**TASK DIRECTIONS:** The lines to be copied are those below that contain "Strada".
════════════════════
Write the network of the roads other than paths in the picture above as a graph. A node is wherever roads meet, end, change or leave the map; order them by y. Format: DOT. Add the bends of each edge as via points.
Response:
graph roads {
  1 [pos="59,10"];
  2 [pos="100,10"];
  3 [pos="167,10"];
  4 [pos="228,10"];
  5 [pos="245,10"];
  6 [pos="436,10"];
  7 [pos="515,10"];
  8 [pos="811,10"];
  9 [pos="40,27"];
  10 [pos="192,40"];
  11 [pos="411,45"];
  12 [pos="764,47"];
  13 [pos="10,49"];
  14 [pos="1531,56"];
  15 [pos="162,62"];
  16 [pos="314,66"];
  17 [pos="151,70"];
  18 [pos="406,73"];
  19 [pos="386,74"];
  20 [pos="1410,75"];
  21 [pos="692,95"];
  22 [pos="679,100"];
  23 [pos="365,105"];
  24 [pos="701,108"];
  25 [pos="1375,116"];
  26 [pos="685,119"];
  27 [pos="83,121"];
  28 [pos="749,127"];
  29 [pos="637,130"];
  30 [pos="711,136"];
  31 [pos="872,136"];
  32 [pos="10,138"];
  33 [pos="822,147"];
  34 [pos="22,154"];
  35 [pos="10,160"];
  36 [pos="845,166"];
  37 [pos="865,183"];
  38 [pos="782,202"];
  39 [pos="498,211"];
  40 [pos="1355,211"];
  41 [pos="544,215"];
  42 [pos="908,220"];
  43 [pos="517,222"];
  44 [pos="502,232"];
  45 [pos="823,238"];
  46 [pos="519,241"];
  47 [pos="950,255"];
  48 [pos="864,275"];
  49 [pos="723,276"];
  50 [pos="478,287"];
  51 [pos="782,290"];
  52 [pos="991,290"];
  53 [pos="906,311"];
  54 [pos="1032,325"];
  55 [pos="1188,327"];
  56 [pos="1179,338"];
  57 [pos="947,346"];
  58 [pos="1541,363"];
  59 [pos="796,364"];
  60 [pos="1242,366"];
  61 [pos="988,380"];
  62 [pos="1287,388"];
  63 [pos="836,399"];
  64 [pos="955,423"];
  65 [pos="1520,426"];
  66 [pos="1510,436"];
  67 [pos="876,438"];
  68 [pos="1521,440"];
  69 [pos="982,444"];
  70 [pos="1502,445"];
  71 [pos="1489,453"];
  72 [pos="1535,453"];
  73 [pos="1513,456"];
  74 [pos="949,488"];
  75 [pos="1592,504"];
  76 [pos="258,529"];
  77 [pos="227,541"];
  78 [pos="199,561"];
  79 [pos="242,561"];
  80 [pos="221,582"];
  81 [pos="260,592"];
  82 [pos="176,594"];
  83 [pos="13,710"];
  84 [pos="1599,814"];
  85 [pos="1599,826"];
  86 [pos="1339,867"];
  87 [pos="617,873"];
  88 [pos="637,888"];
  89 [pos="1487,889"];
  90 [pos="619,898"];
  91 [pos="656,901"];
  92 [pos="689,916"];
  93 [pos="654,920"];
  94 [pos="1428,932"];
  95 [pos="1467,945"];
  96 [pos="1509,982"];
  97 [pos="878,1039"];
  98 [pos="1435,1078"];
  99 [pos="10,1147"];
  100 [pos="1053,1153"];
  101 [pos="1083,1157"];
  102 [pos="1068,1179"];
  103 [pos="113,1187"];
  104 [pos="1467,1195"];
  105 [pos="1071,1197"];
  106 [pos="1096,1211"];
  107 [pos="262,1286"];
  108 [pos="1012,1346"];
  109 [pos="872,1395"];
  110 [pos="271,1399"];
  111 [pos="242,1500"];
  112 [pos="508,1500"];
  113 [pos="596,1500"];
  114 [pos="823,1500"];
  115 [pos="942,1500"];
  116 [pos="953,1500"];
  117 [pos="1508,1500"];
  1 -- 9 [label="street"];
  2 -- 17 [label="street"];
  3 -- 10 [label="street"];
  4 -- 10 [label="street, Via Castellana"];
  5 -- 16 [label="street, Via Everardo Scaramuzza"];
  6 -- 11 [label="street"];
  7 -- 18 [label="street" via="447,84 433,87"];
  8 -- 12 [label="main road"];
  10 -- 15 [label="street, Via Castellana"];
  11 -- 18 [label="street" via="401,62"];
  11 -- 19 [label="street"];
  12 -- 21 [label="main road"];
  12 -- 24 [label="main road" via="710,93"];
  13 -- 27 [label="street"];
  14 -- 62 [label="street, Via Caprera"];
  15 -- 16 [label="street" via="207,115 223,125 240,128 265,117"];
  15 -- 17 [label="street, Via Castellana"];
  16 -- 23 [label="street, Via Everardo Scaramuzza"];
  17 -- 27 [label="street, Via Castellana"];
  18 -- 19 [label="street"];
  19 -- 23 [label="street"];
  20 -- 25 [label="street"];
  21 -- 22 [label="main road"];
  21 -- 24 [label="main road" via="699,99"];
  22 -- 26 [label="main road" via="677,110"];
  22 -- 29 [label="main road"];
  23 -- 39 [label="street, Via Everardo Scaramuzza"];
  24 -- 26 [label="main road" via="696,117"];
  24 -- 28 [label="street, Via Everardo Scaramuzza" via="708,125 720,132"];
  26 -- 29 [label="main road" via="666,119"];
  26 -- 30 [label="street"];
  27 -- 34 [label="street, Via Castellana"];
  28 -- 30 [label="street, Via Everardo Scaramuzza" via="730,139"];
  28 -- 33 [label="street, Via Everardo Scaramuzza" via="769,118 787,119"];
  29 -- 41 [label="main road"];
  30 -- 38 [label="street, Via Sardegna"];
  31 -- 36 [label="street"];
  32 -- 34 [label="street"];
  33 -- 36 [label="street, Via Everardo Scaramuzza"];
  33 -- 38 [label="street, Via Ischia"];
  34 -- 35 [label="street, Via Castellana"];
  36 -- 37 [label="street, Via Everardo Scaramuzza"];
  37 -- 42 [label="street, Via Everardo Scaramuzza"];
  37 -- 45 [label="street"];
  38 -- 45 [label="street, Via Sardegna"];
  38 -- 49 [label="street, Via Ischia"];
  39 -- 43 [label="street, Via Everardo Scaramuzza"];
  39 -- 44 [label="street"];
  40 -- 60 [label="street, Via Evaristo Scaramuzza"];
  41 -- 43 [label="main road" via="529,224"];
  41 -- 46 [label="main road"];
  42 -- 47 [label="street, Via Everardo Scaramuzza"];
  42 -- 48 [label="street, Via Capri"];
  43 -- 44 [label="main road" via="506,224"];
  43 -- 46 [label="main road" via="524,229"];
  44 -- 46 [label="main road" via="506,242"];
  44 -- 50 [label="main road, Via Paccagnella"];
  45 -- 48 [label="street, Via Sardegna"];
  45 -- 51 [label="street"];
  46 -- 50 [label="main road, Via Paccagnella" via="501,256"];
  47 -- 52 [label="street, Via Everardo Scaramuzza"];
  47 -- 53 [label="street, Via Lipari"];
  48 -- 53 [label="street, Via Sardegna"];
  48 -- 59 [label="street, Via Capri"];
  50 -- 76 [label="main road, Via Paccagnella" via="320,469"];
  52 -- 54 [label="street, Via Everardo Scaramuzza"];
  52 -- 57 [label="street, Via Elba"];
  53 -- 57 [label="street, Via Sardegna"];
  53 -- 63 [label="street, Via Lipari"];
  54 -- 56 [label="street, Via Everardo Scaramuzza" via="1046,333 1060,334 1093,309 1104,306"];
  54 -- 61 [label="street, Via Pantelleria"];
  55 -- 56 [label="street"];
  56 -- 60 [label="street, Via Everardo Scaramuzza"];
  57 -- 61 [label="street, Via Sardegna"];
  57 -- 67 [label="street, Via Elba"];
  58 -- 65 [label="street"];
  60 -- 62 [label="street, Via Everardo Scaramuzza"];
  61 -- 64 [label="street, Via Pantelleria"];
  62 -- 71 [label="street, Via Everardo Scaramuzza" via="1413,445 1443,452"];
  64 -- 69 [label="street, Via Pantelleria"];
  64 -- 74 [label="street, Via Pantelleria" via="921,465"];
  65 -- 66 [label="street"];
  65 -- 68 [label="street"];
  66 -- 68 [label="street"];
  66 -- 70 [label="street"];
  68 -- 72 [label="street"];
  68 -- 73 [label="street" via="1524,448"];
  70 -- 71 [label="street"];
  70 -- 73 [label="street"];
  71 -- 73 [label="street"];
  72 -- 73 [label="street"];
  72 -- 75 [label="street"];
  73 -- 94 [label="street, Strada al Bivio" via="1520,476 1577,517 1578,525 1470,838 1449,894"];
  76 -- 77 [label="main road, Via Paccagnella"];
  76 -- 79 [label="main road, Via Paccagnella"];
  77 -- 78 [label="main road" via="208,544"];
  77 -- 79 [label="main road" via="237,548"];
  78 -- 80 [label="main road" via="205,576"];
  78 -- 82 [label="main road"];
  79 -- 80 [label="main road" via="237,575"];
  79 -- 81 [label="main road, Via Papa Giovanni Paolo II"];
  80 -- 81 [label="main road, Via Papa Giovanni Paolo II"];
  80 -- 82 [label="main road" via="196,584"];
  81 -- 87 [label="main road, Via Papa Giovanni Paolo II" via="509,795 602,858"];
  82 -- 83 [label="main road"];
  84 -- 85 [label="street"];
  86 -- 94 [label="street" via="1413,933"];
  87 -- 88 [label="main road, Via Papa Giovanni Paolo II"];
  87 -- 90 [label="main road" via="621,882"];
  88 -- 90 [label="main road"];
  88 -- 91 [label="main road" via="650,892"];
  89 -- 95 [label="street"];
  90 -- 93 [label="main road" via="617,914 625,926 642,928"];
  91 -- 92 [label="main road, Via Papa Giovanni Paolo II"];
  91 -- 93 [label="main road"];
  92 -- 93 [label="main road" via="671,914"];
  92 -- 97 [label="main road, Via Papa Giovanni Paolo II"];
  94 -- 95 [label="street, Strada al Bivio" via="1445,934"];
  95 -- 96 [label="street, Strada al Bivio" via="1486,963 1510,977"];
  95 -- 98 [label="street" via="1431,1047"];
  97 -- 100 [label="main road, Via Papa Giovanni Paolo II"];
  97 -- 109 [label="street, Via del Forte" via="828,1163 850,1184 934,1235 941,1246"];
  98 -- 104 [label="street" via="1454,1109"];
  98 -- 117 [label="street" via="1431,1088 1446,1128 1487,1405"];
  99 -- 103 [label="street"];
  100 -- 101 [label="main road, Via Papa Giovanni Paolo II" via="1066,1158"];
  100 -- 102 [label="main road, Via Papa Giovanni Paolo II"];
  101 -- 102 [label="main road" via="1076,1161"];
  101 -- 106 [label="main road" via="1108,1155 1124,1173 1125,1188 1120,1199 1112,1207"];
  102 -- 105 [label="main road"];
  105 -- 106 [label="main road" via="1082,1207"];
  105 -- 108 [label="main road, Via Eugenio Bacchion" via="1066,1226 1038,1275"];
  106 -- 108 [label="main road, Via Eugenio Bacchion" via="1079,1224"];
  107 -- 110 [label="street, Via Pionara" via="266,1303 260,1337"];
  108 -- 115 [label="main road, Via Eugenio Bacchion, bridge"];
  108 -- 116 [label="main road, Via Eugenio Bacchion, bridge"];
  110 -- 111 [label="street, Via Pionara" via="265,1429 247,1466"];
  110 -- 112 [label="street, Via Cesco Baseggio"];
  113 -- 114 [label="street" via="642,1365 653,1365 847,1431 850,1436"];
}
════════════════════
**YOUR SOLUTION:**
  73 -- 94 [label="street, Strada al Bivio" via="1520,476 1577,517 1578,525 1470,838 1449,894"];
  94 -- 95 [label="street, Strada al Bivio" via="1445,934"];
  95 -- 96 [label="street, Strada al Bivio" via="1486,963 1510,977"];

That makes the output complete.